- Location of Mandi Bahauddin District, Punjab, Pakistan
- Location: Mong, Mandi Bahauddin, Punjab, Pakistan
- Date: 7 October 2005
- Target: Ahmadi Muslims
- Attack type: Shooting
- Deaths: 8
- Injured: 20
- Motive: Islamic terrorism

= 2005 Mong shootings =

Muslim shooting in Pakistan

The 2005 Mong shooting was an Islamic terrorist attack that occurred on 7 October 2005 in Mong in the Mandi Bahauddin District of Punjab, Pakistan. Eight members of the minority Ahmadiyya sect were killed inside a mosque as worshippers were performing Namaz.

==Background==
The Ahmadiyya movement was started in 1889 and follows the teachings of Mirza Ghulam Ahmad who they believe was sent by God as a prophet and the Promised Messiah and Imam Mehdi prophesied in Islam "to end religious wars, condemn bloodshed and re-institute morality, justice and peace". It is estimated there are between three and four million Ahmadis in Pakistan.

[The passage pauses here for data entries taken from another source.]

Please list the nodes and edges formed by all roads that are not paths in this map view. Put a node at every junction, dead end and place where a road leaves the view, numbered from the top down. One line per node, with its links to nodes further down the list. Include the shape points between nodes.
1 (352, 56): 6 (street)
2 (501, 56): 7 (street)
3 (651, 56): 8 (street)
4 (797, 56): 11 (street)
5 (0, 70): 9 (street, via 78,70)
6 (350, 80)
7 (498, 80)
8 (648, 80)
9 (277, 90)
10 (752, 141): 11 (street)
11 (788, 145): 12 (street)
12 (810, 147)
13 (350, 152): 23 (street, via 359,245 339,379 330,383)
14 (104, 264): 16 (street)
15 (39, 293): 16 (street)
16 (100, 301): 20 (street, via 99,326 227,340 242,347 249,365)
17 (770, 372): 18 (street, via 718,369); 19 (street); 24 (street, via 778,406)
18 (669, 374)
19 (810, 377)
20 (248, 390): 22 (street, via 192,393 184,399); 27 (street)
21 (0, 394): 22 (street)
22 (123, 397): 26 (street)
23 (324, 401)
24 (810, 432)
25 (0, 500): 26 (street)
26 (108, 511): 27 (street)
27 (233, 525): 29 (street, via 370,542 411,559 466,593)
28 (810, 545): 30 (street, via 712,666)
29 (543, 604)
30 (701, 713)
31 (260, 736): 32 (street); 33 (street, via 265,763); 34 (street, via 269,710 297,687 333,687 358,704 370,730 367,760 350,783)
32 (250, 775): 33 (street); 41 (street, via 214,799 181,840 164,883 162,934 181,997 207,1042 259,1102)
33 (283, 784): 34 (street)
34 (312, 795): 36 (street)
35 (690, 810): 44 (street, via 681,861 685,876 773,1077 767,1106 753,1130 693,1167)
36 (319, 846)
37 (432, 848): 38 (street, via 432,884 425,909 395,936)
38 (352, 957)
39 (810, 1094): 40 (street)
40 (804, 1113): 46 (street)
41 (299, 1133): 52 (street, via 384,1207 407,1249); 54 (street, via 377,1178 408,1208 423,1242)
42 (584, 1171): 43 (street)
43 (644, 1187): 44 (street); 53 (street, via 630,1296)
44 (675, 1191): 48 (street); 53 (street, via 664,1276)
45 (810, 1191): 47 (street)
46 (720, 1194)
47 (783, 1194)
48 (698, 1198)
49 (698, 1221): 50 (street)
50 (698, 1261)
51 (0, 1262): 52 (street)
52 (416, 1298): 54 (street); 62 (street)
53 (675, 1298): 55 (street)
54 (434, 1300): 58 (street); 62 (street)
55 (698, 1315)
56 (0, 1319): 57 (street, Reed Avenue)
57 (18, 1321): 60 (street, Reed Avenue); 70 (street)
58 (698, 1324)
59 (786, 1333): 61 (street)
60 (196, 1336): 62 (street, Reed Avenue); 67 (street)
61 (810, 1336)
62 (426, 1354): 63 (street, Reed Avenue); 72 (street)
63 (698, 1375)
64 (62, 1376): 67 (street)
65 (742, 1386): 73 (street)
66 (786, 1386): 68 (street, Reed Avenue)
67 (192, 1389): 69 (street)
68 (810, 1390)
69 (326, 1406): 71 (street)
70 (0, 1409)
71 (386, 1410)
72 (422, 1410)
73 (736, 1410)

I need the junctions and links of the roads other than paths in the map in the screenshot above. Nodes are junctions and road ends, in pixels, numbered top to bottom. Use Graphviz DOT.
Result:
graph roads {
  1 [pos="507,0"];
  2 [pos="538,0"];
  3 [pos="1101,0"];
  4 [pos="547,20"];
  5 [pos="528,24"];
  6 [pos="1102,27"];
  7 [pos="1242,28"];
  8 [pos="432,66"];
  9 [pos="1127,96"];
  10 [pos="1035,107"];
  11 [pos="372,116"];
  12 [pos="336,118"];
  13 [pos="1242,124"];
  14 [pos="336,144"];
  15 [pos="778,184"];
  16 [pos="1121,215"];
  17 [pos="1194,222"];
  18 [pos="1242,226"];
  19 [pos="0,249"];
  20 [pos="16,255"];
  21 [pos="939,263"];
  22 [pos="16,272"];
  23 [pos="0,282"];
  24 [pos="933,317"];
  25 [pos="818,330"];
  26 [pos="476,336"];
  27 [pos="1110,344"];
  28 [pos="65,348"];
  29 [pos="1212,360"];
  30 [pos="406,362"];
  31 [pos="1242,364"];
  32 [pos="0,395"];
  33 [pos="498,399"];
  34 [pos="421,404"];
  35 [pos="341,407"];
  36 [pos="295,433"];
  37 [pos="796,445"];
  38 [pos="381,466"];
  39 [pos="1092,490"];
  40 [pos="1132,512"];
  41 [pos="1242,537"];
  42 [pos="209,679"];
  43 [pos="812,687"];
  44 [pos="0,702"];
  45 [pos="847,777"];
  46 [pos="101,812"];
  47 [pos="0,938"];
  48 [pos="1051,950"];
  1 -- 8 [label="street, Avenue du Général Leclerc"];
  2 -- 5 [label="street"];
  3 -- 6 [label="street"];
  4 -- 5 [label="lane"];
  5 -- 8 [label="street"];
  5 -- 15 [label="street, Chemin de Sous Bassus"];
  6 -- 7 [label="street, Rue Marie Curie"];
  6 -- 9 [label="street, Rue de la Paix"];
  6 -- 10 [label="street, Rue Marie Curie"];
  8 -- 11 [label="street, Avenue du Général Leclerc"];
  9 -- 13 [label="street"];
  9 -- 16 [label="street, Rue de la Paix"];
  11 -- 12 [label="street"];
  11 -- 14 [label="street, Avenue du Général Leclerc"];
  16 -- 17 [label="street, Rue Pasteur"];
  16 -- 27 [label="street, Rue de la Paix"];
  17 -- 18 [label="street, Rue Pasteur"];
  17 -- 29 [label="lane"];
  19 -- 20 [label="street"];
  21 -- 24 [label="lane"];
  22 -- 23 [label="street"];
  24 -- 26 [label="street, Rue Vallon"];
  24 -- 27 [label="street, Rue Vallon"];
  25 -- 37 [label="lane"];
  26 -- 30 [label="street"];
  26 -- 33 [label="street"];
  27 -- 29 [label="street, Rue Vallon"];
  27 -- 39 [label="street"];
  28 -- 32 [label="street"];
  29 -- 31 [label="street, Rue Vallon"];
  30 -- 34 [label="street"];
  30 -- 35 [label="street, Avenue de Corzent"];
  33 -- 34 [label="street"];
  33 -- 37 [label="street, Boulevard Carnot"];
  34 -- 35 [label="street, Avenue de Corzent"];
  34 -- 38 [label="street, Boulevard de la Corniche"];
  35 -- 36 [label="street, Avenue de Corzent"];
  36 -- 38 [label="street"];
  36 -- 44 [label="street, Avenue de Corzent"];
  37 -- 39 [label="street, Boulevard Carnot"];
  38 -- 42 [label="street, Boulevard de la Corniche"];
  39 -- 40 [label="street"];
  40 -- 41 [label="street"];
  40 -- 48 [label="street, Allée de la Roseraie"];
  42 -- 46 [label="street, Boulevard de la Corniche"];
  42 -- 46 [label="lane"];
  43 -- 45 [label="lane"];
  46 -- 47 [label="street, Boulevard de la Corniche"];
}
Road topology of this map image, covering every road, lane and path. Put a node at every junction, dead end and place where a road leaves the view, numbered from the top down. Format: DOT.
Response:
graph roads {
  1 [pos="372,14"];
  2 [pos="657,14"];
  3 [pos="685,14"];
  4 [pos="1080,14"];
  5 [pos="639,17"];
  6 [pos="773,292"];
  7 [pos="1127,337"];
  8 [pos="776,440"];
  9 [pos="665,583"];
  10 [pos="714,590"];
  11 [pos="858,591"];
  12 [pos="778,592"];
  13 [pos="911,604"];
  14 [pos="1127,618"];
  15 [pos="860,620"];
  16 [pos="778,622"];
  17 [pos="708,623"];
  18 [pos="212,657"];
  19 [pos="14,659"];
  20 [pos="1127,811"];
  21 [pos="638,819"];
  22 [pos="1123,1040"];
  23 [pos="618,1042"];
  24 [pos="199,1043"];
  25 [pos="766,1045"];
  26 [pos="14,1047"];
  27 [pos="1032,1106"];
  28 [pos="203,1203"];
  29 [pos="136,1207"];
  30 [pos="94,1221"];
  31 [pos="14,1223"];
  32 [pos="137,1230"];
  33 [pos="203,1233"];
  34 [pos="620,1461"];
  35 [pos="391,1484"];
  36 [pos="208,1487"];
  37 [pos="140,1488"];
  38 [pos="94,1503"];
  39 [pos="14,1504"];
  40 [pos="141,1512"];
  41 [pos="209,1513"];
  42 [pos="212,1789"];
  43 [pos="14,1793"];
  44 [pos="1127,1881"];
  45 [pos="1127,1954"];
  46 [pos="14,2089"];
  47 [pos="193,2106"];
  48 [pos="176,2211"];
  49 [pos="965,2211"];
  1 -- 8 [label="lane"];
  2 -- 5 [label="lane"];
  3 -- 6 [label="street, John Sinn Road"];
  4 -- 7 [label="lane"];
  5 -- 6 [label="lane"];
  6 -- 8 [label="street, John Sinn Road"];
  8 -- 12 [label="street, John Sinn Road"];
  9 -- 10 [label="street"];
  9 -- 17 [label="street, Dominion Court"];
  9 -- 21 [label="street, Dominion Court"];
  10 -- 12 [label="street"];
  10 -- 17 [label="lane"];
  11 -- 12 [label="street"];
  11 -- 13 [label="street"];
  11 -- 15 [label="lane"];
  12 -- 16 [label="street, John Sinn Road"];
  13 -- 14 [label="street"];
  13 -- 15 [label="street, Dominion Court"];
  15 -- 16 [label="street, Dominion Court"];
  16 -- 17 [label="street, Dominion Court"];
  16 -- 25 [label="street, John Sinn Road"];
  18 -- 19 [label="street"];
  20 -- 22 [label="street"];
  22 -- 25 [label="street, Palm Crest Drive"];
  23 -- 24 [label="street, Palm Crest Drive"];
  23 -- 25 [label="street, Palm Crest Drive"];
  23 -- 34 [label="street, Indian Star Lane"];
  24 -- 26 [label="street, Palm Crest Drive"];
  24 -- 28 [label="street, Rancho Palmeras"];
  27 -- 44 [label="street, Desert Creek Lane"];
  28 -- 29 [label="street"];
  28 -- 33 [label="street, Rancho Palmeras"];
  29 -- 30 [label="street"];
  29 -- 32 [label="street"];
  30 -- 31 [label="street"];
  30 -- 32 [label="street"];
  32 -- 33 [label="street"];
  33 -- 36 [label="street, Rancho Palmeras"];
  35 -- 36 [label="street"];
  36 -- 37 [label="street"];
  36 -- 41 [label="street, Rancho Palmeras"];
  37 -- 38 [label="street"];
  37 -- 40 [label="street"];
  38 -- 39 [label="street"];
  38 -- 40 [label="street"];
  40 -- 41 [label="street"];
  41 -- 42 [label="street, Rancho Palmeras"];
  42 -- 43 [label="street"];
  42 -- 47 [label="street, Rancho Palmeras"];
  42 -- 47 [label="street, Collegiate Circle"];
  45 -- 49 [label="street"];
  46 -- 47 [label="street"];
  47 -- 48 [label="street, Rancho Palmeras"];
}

The Ahmadiyya Muslims have previously been targeted by Sunni groups, while they have also suffered discrimination in Pakistan in the past, most significantly during the Lahore riots of 1953. They were declared non-Muslim in Pakistan in 1973 by Zulfikar Ali Bhutto and were legally banned from identifying themselves as such in 1984 during General Zia-ul-Haq's Islamisation as per Ordinance XX, despite Ahmadis calling themselves Muslim and following the rituals of Islam.

In August 2005, authorities closed down the offices of 16 publications run by followers of the sect in a Punjab city for "propagation of offensive material".

==Attack==
Three men riding on a motorcycle holding guns, came into the village of Mong in Mandi Bauddin on Friday morning. Two of the perpetrators went inside the mosque and started firing immediately, killing eight people. The attackers managed to escape after the attack.

==Response==
According to what a witness told Ahmadi author Qasim Rahid, police showed up several hours after the killing and "made no effort" to find the killers.
Amnesty International stated that:

Police investigations of previous targeted killings of Ahmadis in Pakistan have been slow or have not taken place at all. In many cases the perpetrators have not been brought to justice. Amnesty International believes that the government's consistent failure to investigate attacks and killings of members of religious minorities fails to discourage further human rights abuses against such groups.

Interior Minister Aftab Sherpao stated: "We condemn this attack. Any act of violence in which innocent people are killed should be condemned."

Human rights groups have stated that Ahmadis have constantly suffered persecution in Pakistan and Shahbaz Bhatti, head of the All Pakistan Minorities Alliance, said the government had failed to protect minorities.